==== Data section ====

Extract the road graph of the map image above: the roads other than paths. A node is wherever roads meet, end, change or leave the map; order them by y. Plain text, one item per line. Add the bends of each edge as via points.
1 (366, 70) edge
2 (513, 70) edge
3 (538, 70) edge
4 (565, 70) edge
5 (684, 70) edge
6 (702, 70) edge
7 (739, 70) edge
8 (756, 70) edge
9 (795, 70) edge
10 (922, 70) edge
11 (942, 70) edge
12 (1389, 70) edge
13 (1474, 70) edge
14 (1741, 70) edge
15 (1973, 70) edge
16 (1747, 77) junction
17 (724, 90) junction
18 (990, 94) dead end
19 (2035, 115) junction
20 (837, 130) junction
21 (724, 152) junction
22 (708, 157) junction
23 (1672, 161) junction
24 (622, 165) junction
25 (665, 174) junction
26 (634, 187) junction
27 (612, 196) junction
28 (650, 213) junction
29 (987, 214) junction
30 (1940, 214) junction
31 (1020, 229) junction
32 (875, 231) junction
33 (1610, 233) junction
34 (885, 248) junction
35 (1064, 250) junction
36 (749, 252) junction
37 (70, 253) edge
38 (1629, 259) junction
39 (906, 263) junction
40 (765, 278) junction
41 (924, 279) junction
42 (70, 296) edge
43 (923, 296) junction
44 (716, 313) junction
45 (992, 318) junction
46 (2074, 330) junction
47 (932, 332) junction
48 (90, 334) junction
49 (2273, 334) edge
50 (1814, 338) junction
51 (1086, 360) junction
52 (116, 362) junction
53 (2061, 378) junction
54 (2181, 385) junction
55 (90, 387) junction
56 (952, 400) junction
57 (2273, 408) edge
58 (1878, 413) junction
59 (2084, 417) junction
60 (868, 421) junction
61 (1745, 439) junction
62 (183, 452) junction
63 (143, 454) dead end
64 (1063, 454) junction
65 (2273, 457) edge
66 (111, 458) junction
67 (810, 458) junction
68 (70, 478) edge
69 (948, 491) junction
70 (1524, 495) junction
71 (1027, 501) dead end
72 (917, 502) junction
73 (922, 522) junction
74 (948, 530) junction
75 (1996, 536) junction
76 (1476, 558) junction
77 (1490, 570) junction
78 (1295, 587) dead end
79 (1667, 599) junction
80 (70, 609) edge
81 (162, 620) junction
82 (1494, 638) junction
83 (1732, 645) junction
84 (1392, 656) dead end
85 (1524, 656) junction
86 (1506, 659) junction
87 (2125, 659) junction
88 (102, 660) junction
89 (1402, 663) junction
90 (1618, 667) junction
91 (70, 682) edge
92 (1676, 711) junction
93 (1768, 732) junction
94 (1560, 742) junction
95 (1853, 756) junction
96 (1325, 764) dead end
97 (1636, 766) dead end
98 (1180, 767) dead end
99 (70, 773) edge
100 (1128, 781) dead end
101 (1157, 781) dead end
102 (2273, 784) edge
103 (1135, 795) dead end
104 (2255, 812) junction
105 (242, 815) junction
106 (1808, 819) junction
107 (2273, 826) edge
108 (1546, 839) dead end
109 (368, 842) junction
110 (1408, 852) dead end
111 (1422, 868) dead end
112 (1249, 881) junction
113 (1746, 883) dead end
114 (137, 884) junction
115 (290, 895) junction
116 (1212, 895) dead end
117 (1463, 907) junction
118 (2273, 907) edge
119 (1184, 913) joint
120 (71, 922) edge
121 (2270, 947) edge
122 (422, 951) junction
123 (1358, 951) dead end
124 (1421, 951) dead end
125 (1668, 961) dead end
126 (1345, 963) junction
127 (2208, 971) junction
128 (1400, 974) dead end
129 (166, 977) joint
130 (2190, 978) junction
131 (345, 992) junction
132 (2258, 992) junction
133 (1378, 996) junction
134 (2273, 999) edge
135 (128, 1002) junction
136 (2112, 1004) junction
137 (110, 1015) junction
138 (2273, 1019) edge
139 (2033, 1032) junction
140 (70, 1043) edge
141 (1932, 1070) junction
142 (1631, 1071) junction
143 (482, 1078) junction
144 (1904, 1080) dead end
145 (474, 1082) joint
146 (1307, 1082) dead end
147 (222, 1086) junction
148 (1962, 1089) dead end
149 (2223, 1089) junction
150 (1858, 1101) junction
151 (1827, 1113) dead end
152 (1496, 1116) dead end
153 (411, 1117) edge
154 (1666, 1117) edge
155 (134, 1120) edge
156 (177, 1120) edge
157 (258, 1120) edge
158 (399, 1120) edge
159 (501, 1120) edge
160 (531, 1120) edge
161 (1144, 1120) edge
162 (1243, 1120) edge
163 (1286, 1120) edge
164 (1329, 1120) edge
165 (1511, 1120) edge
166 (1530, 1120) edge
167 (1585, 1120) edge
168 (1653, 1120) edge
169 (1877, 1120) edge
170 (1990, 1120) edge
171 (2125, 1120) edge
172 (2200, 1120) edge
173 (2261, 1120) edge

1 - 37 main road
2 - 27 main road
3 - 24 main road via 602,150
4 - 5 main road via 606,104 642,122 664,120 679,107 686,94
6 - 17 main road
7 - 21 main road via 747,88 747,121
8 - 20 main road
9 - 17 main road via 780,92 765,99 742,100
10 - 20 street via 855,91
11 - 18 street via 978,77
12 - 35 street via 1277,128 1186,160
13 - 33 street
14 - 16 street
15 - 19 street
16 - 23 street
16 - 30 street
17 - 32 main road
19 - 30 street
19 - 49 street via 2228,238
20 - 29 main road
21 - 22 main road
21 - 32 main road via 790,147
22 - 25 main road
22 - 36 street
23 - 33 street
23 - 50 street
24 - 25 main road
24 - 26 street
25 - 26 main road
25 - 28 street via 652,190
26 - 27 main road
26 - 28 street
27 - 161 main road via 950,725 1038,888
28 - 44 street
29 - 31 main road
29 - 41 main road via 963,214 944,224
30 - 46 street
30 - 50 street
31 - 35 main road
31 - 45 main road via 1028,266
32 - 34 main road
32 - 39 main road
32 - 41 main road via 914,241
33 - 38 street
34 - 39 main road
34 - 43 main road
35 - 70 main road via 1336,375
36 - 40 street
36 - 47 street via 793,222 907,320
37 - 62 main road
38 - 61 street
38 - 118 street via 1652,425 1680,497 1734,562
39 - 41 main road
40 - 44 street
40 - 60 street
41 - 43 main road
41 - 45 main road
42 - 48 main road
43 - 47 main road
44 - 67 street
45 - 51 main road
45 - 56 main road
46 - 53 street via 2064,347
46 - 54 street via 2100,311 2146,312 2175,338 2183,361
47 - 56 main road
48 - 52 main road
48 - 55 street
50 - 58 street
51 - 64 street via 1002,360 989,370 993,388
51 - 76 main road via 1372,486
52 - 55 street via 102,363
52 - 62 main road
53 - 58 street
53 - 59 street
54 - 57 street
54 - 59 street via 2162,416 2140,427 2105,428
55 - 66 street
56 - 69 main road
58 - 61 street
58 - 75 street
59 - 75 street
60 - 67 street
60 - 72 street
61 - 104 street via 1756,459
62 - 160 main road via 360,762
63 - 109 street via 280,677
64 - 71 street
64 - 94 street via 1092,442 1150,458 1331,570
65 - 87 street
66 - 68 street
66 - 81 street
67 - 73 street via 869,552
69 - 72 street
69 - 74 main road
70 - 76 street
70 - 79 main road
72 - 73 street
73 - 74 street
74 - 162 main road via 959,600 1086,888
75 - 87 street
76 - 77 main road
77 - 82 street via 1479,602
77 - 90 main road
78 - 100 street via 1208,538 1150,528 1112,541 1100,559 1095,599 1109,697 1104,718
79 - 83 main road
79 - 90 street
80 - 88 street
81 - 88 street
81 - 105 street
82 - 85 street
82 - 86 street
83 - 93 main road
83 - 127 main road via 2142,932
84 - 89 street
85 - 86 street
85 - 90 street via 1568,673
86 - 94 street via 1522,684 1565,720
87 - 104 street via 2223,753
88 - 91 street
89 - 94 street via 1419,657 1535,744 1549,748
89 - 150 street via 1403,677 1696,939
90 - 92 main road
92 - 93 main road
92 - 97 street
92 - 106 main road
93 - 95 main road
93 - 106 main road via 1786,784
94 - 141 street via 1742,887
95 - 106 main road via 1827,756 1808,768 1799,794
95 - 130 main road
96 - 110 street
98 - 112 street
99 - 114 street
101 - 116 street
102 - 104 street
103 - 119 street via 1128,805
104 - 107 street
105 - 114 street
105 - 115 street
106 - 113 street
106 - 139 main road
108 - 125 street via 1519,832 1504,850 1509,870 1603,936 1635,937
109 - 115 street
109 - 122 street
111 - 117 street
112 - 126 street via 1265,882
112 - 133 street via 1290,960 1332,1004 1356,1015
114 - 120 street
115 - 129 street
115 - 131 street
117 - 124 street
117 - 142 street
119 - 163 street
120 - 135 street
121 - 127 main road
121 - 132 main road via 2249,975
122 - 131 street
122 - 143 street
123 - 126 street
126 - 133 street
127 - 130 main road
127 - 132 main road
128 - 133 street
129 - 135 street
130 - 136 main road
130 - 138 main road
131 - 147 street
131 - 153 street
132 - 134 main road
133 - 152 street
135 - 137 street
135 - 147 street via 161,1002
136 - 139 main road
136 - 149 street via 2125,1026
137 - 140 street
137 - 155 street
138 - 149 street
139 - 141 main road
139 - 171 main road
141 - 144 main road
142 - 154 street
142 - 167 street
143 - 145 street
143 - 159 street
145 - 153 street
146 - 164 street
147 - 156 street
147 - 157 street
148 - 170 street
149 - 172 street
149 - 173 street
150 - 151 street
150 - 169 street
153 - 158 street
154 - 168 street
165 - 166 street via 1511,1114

====

Task to carry out: Wherever a line of the listing above contains the string "joint", copy that line.

Solution to this problem:
119 (1184, 913) joint
129 (166, 977) joint
145 (474, 1082) joint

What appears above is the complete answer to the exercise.